Summer is here and I’m getting a lot of questions about ceiling fans. Here are the top five.
1. What size should my ceiling fan be?
Choosing the right size ceiling fan for any room is important otherwise it won’t cool your room, which is the reason you installed it. As a rule, the bigger the room, the bigger the fan needs to be. Each manufacturer has various recommendations. Plus the shape of your room, the amount of windows, furniture placement and how cool you want it to be are factors in determining the size.
The American Lighting Association offers these general guidelines. Rooms as big as 75 square feet should have a 29-36-inch fan. Medium-sized rooms as big as 144 square feet should have 36-42-inch fans. For rooms as big as 225 square feet you’d want a fan that is 50-54 inches; anything bigger and you should look for a 60-inch fan or consider using two fans.
2. What size downrod should I use?
Most fans come with a standard downrod of 3-5 inches, but larger lengths can be purchased if you have a higher ceiling. In general, you want to mount the fan 8-9 feet off the floor. For ceilings more than 15 feet, look for a fan that is specifically designed for that height. Manufacturers do make more powerful and sturdy fans for tall ceilings.
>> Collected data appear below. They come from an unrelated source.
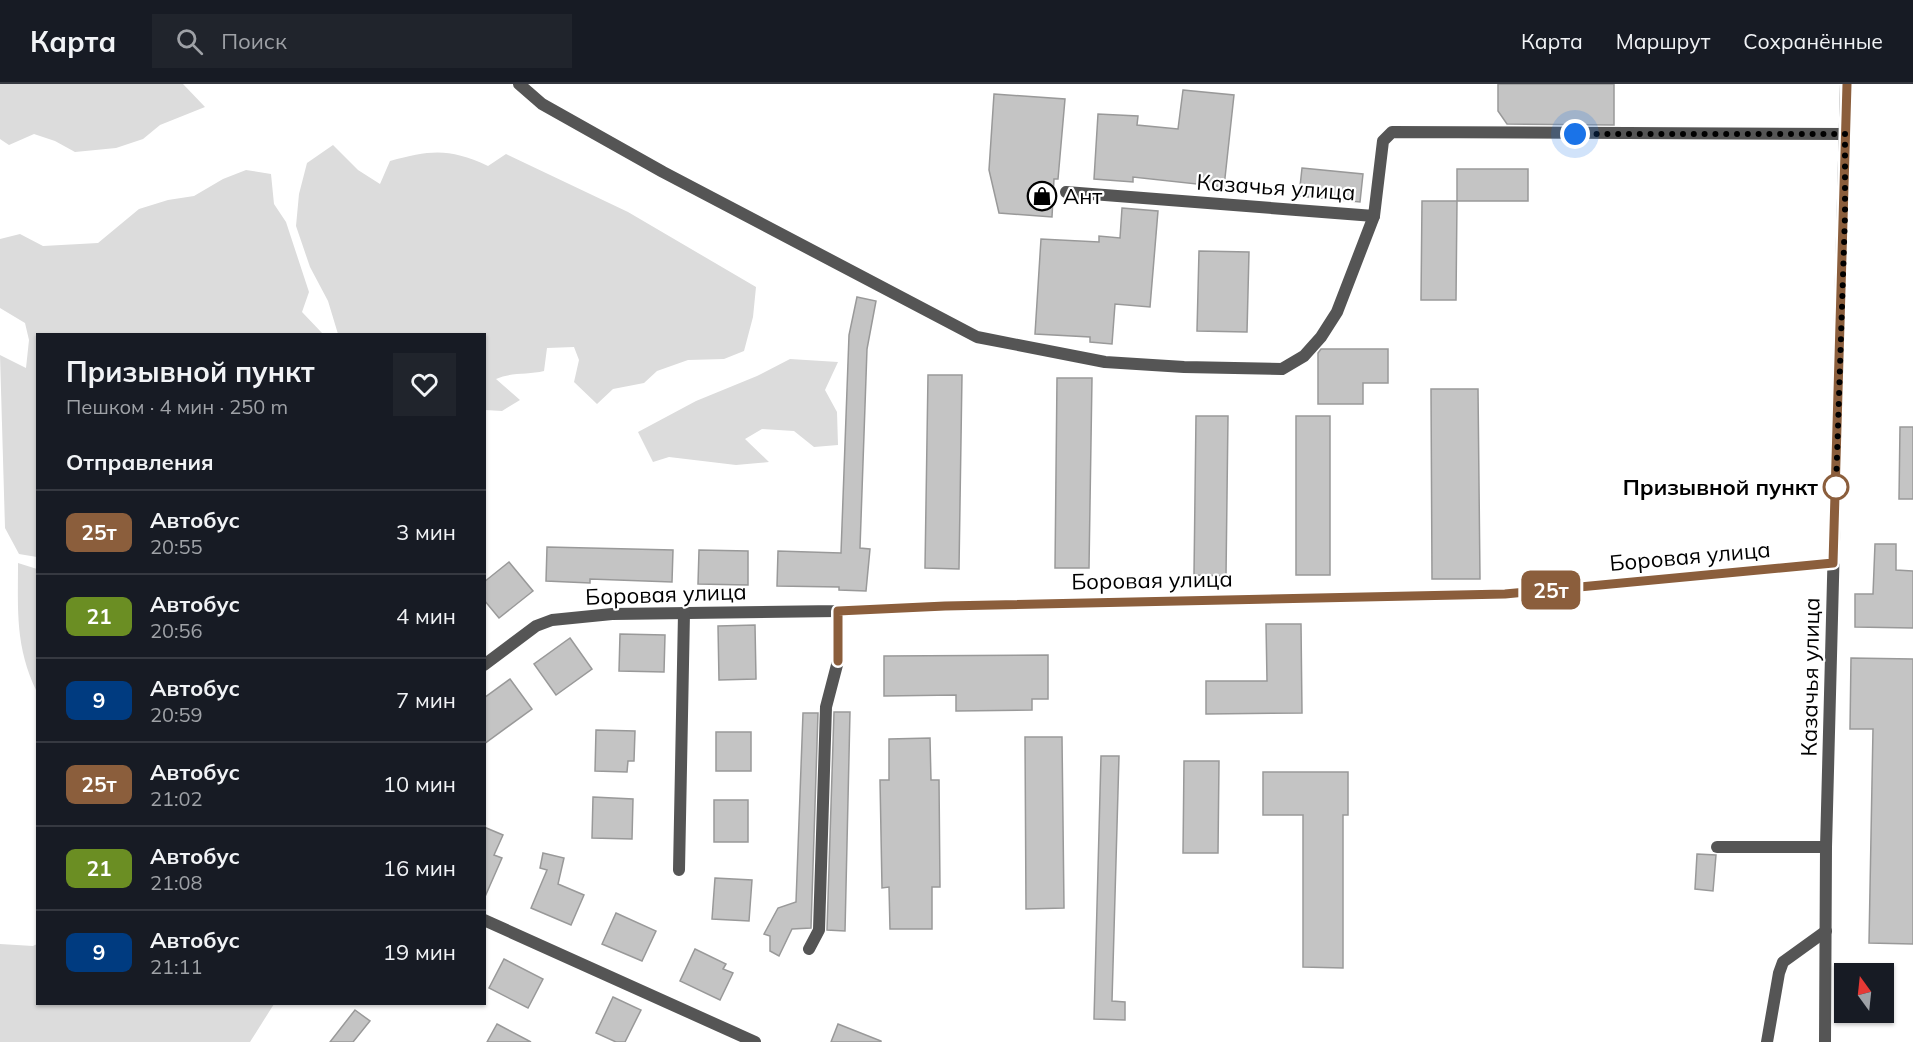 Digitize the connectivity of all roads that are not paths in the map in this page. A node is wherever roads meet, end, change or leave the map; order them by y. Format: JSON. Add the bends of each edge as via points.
{"nodes":[{"id":1,"x":519,"y":84,"type":"edge"},
{"id":2,"x":1846,"y":84,"type":"edge"},
{"id":3,"x":1845,"y":134,"type":"junction"},
{"id":4,"x":1066,"y":192,"type":"dead end"},
{"id":5,"x":1374,"y":216,"type":"junction"},
{"id":6,"x":1833,"y":563,"type":"junction"},
{"id":7,"x":838,"y":611,"type":"junction"},
{"id":8,"x":684,"y":613,"type":"junction"},
{"id":9,"x":486,"y":664,"type":"edge"},
{"id":10,"x":1717,"y":847,"type":"dead end"},
{"id":11,"x":1826,"y":847,"type":"junction"},
{"id":12,"x":679,"y":870,"type":"dead end"},
{"id":13,"x":486,"y":921,"type":"edge"},
{"id":14,"x":1826,"y":931,"type":"junction"},
{"id":15,"x":809,"y":949,"type":"dead end"},
{"id":16,"x":755,"y":1042,"type":"edge"},
{"id":17,"x":1767,"y":1042,"type":"edge"},
{"id":18,"x":1825,"y":1042,"type":"edge"}],
"edges":[{"from":1,"to":5,"type":"street","via":[[542,104],[663,172],[977,337],[1105,362],[1282,369],[1304,356],[1337,312]]},
{"from":2,"to":3,"type":"street","name":"Казачья улица"},
{"from":3,"to":5,"type":"street","name":"Казачья улица","via":[[1392,132],[1383,141]]},
{"from":3,"to":6,"type":"street","name":"Казачья улица"},
{"from":4,"to":5,"type":"street","name":"Казачья улица"},
{"from":6,"to":7,"type":"street","name":"Боровая улица","via":[[1505,594]]},
{"from":6,"to":11,"type":"street","name":"Казачья улица"},
{"from":7,"to":8,"type":"street","name":"Боровая улица"},
{"from":7,"to":15,"type":"street","via":[[838,661],[826,706],[819,930]]},
{"from":8,"to":9,"type":"street","name":"Боровая улица","via":[[552,620],[536,626]]},
{"from":8,"to":12,"type":"street"},
{"from":10,"to":11,"type":"street"},
{"from":11,"to":14,"type":"street","name":"Казачья улица"},
{"from":13,"to":16,"type":"street"},
{"from":14,"to":17,"type":"street","via":[[1783,962]]},
{"from":14,"to":18,"type":"street","name":"Казачья улица"}]} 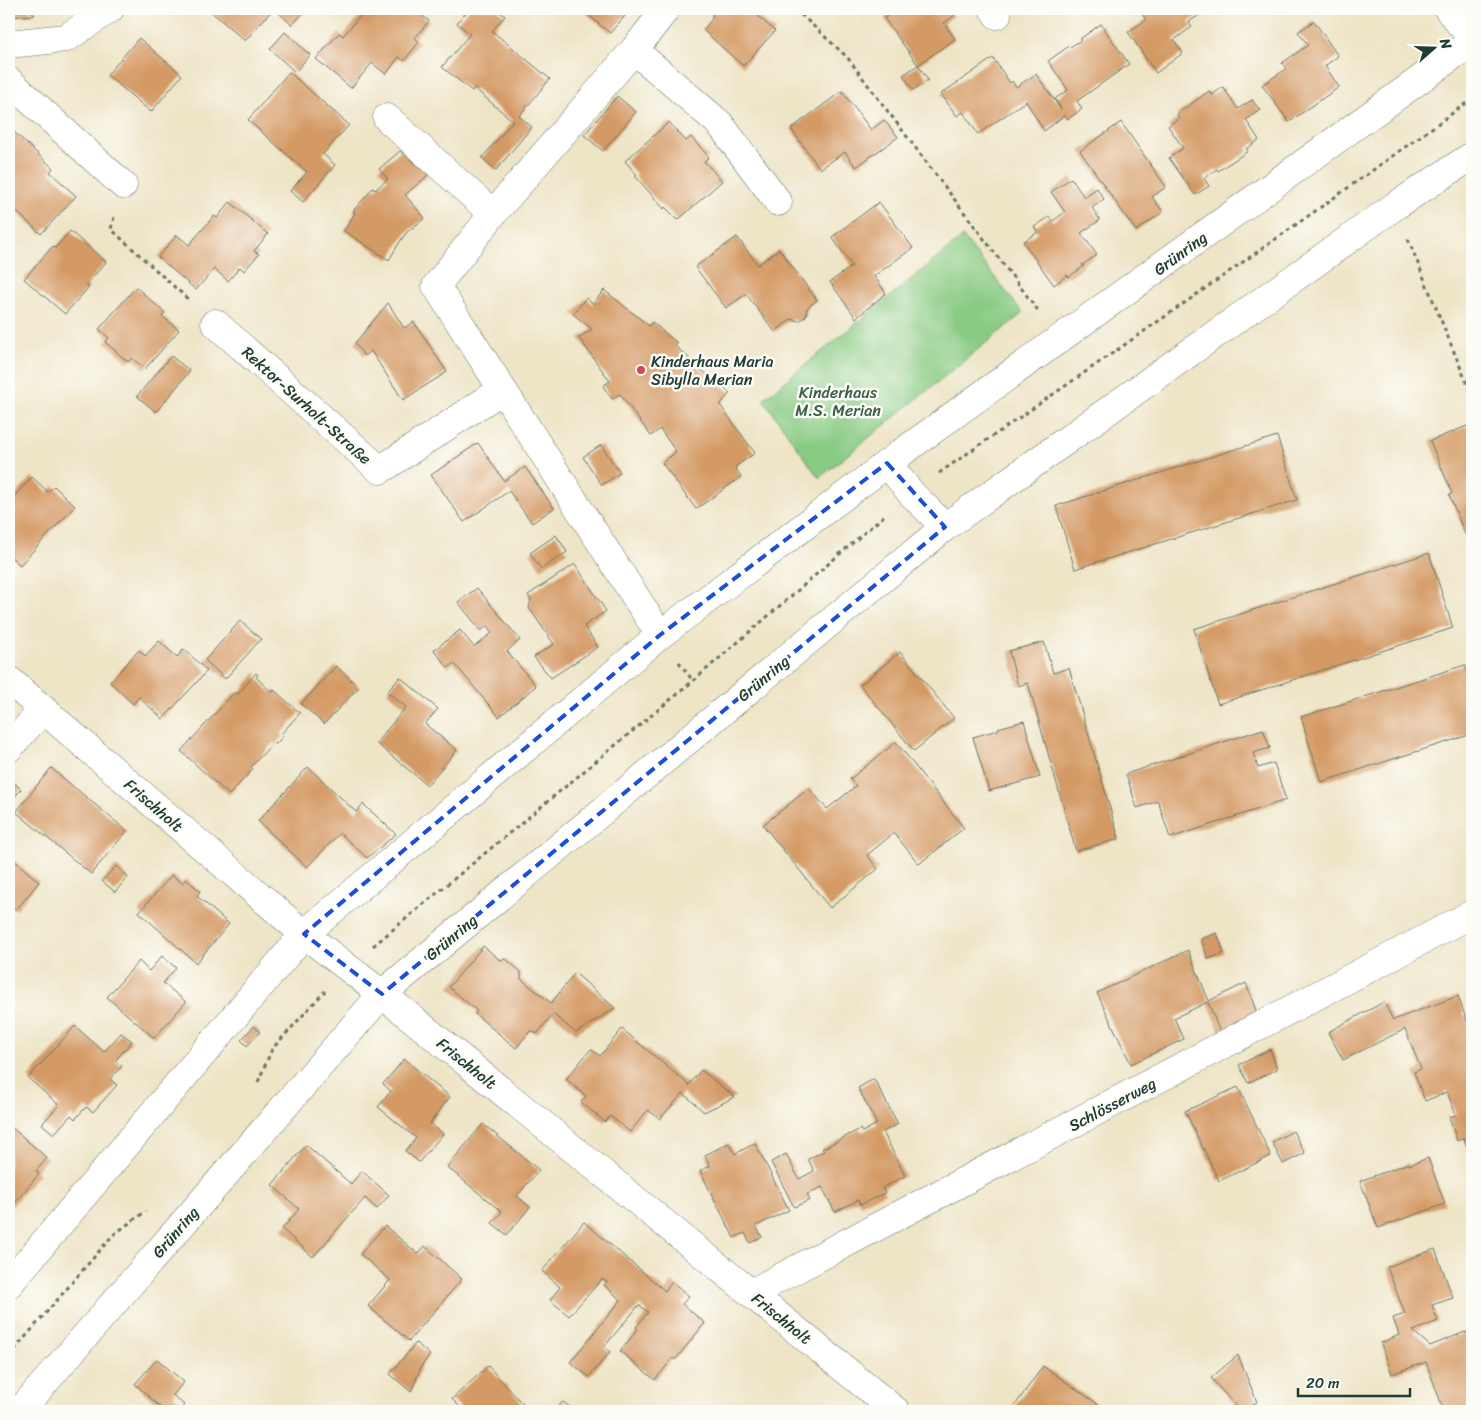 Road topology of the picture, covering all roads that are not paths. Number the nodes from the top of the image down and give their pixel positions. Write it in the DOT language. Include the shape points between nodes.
graph roads {
  1 [pos="110,9"];
  2 [pos="666,9"];
  3 [pos="1448,9"];
  4 [pos="1472,40"];
  5 [pos="9,44"];
  6 [pos="634,50"];
  7 [pos="9,82"];
  8 [pos="387,118"];
  9 [pos="1472,156"];
  10 [pos="123,185"];
  11 [pos="778,202"];
  12 [pos="493,214"];
  13 [pos="215,323"];
  14 [pos="502,390"];
  15 [pos="887,463"];
  16 [pos="945,527"];
  17 [pos="660,635"];
  18 [pos="9,680"];
  19 [pos="42,709"];
  20 [pos="9,748"];
  21 [pos="1472,914"];
  22 [pos="304,934"];
  23 [pos="382,994"];
  24 [pos="9,1284"];
  25 [pos="751,1293"];
  26 [pos="20,1411"];
  27 [pos="896,1411"];
  1 -- 5 [label="street" via="66,38"];
  2 -- 6 [label="street"];
  3 -- 4 [label="street"];
  4 -- 15 [label="street, Grünring"];
  6 -- 11 [label="street" via="720,124"];
  6 -- 12 [label="street"];
  7 -- 10 [label="street"];
  8 -- 12 [label="street"];
  9 -- 16 [label="street, Grünring" via="1395,206"];
  12 -- 14 [label="street" via="436,286"];
  13 -- 14 [label="street, Rektor-Surholt-Straße" via="380,470"];
  14 -- 17 [label="street"];
  15 -- 16 [label="street" via="910,493"];
  15 -- 17 [label="street, Grünring"];
  16 -- 23 [label="street, Grünring"];
  17 -- 22 [label="street, Grünring"];
  18 -- 19 [label="street, Frischholt"];
  19 -- 20 [label="street"];
  19 -- 22 [label="street, Frischholt"];
  21 -- 25 [label="street, Schlösserweg"];
  22 -- 23 [label="street, Frischholt"];
  22 -- 24 [label="street, Grünring"];
  23 -- 25 [label="street, Frischholt"];
  23 -- 26 [label="street, Grünring"];
  25 -- 27 [label="street, Frischholt"];
} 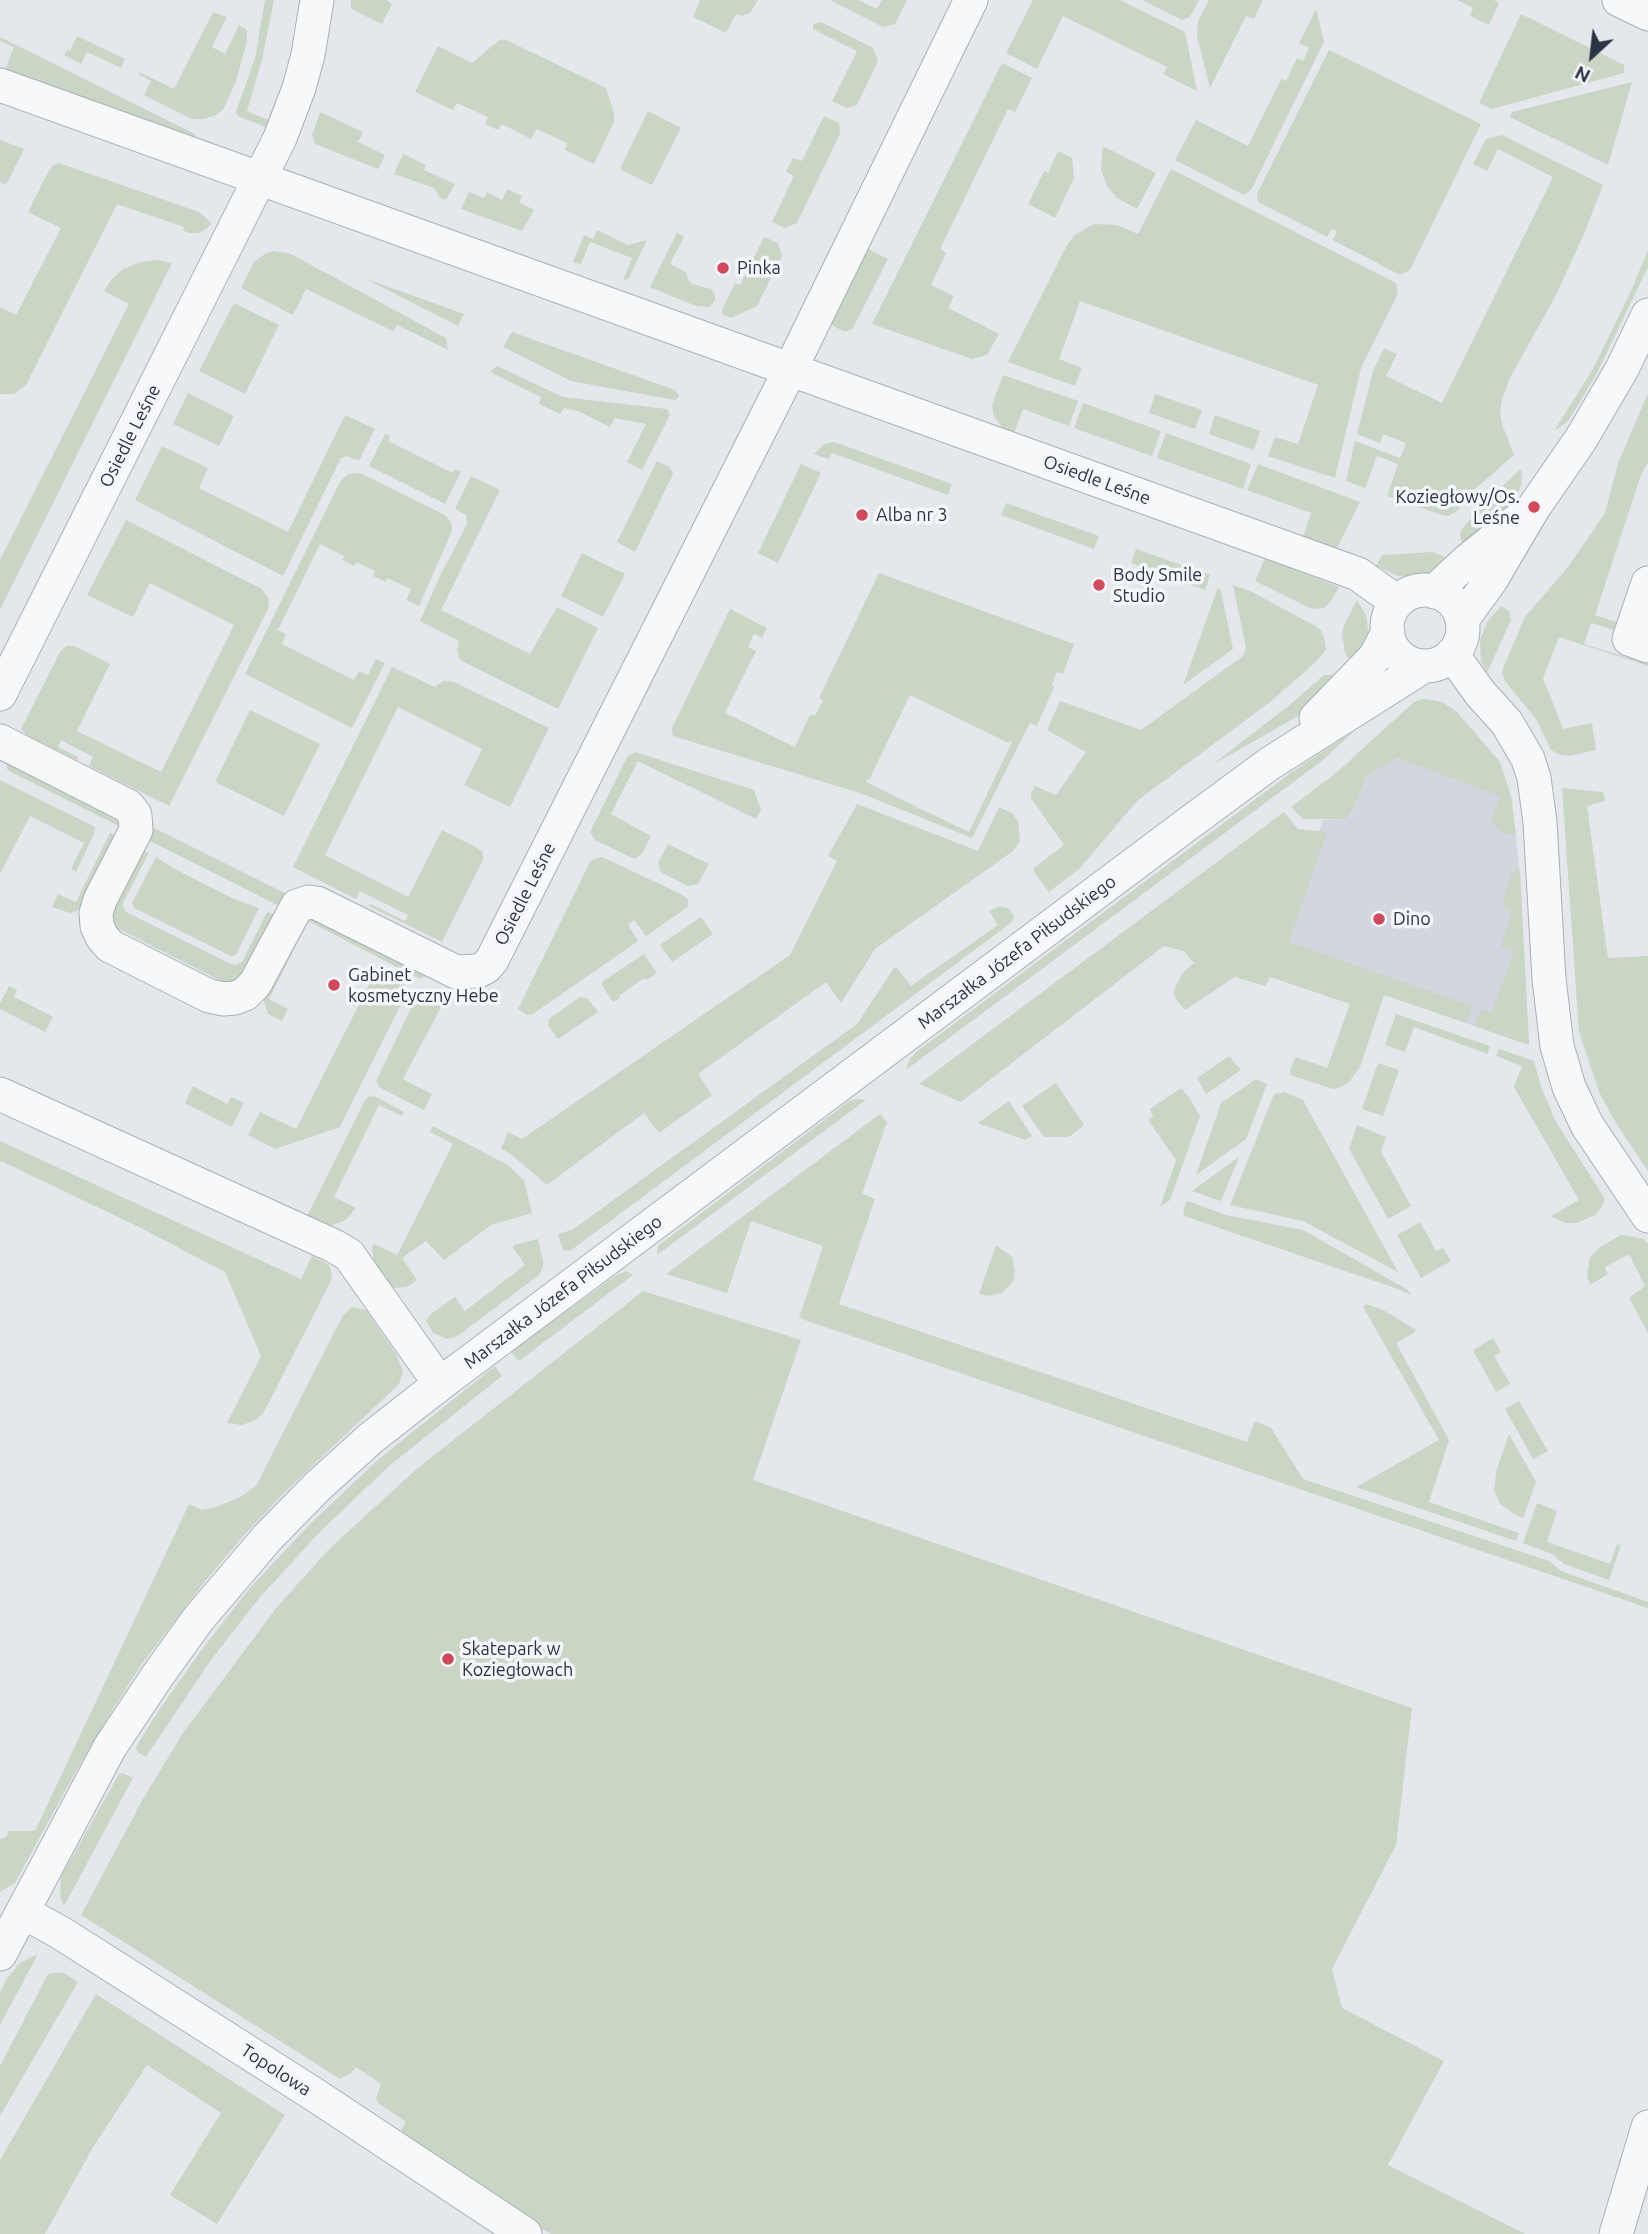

If the price is more than you budgeted, consider a decorative standing fan. You’d really only be able to run a standard fan on the low speed so that the fan maintains some stability. If you decide to mount it high, I’ve found that it doesn’t give you the air circulation you need to cool the room. It’s there for more decorative purposes.
If you have a ceiling less than 8 feet, consider a hugger or low-profile fan that mounts directly onto the ceiling. It will not move as much air as a regular fan because it is closer to the ceiling, but it will still make a difference in your room.
3. Do I have to match the exact finish on the fan to my room?
No, it doesn’t have to match, but the style as well as the finish on the housing and blades should coordinate with your room’s décor. Ceiling fans are a very visible item in your room and have really become more of a design element versus just a functional appliance. So if you have a contemporary style, look for a brushed nickel, steel, pewter or chrome housing with wood-colored blades that are similar to your woods. They also have stainless blades, which are fun.
If you have a traditional style, consider polished and antique brass, or even oil-rubbed bronze for the housing with a dark-wood blade. You can see that the stainless wouldn’t work in a traditional setting or polished brass in contemporary.
4. What kind of light fixture should I use and do I need one?
You don’t have to have a light kit on your fan, but I feel there can never be enough light and most people don’t have enough. The light kit on a ceiling fan is used more as general lighting versus a specific function, except when it’s over a table or work area. The light kit should match the style of your fan and room.
Personally I like the bowl-style light since I don’t like to see the bulbs. A simple bowl light kit can be used in any style décor, whereas you do have to be selective with glass shades since most have a distinctive style, leaning more traditional and country.
If you have a high ceiling, look for a fan that also has an uplight; it adds a nice accent effect.
5. What direction should my fan spin?
Although this is not a decorating question, it’s a good one. If you want to cool down the room, the fan needs to run in a counterclockwise direction. This forces the air down, giving you a cooler feeling from what is called “the wind chill effect,” which can actually make you feel 8 degrees Fahrenheit cooler. The faster the speed, the cooler you’ll feel.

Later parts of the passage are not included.